259. Monnaie de singe
À la mort d'Akemi, je partis, au grand désarroi de mes frères d'armes, noyer mon chagrin dans les brumes des montagnes au-delà de la cabane de Maître Yoshinobu. Hogarth tenta de me retenir, mais je le rassurai :
" Je vais bien.
- Physiquement, oui. Ce qui m'inquiète, ce sont les fantômes que je vois dans tes yeux, Graeme.
- Je m'éloigne justement pour les chasser. "
Il opina en silence. Assez égoïstement, je me moquais en cet instant qu'ils acceptent. Face à ma douleur, l'idée même que Tully et Hogarth m'attendent au village ne me touchait pas.

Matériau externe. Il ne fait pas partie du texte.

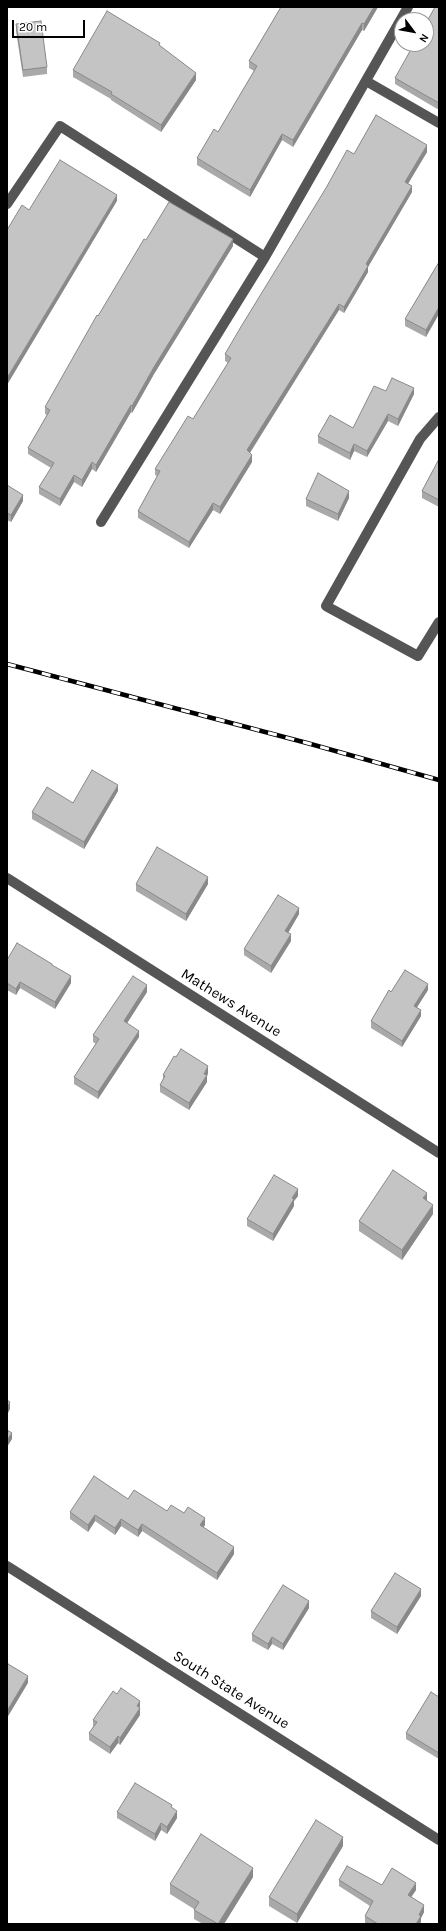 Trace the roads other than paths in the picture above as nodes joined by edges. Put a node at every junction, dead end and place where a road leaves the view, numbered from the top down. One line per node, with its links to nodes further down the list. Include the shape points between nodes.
1 (408, 7): 2 (street)
2 (366, 81): 3 (street); 5 (street)
3 (439, 123)
4 (7, 204): 5 (street, via 60,126)
5 (264, 257): 7 (street)
6 (439, 417): 8 (street, via 420,439 326,606 418,656)
7 (101, 522)
8 (439, 622)
9 (7, 878): 10 (street, Mathews Avenue)
10 (439, 1153)
11 (7, 1566): 12 (street, South State Avenue)
12 (439, 1840) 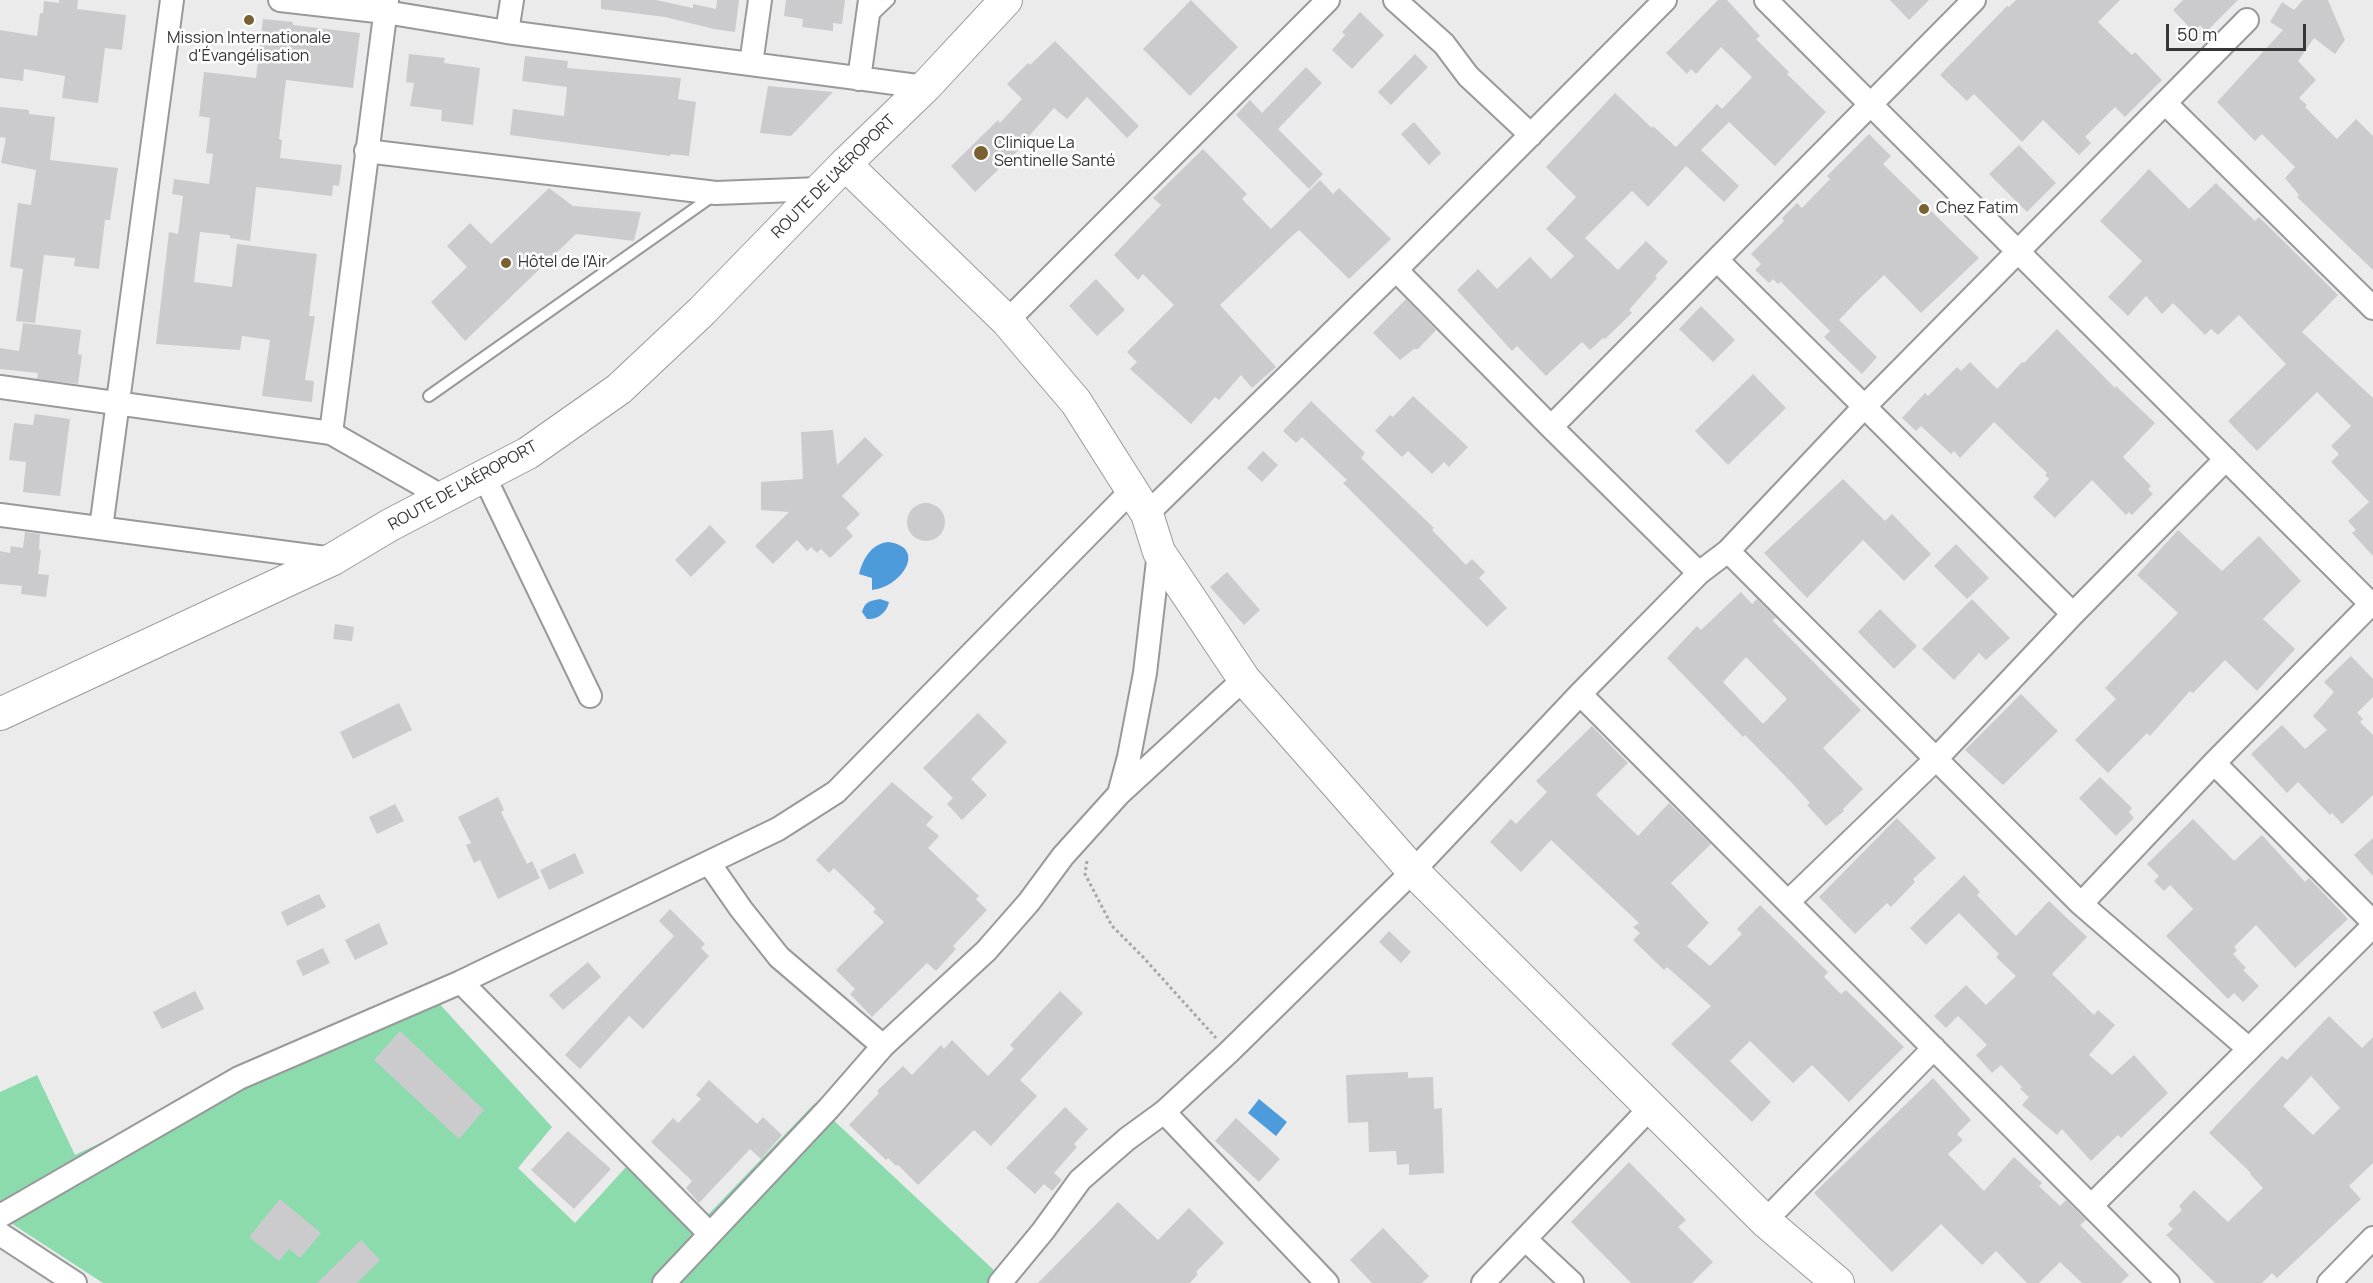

Ironie du soir, les jours qui suivirent furent agréables. Je ne ressentais toutefois pas la douceur des journées, tout mon être subissait les assauts d'un froid profond, comme si une part de moi était morte en même temps que mon aimée.
Je campai un soir dans les ramures d'un camphrier et, à l'aube, je découvris la statue d'un singe qui semblait veiller sur la vallée. Je restais un moment à ces côtés puis je lui dis :
" Pourquoi vous prier si tout ce que nous obtenons n'est que douleur et mort ? Pourquoi nous battons-nous si nos actes vous laissent indifférents ? Nos litanies sont comme des larmes dans la pluie, des cris dans la tempête et vous nous remboursez de nos engagements spirituels en monnaie de singe. "
Bien sûr, le bloc de pierre ne répondit pas. J'ajoutai, le cœur débordant de colère :
" Je ne vous invoquerai plus. Je continuerai à me battre, mais jamais plus en votre nom. Je crois qu'il y a une autre issue à nos supplications sourdes. J'ai perdu l'amour de ma vie, je vivrai désormais l'âme allégée de vos fausses promesses. "
Je me relevai et pris le chemin du retour.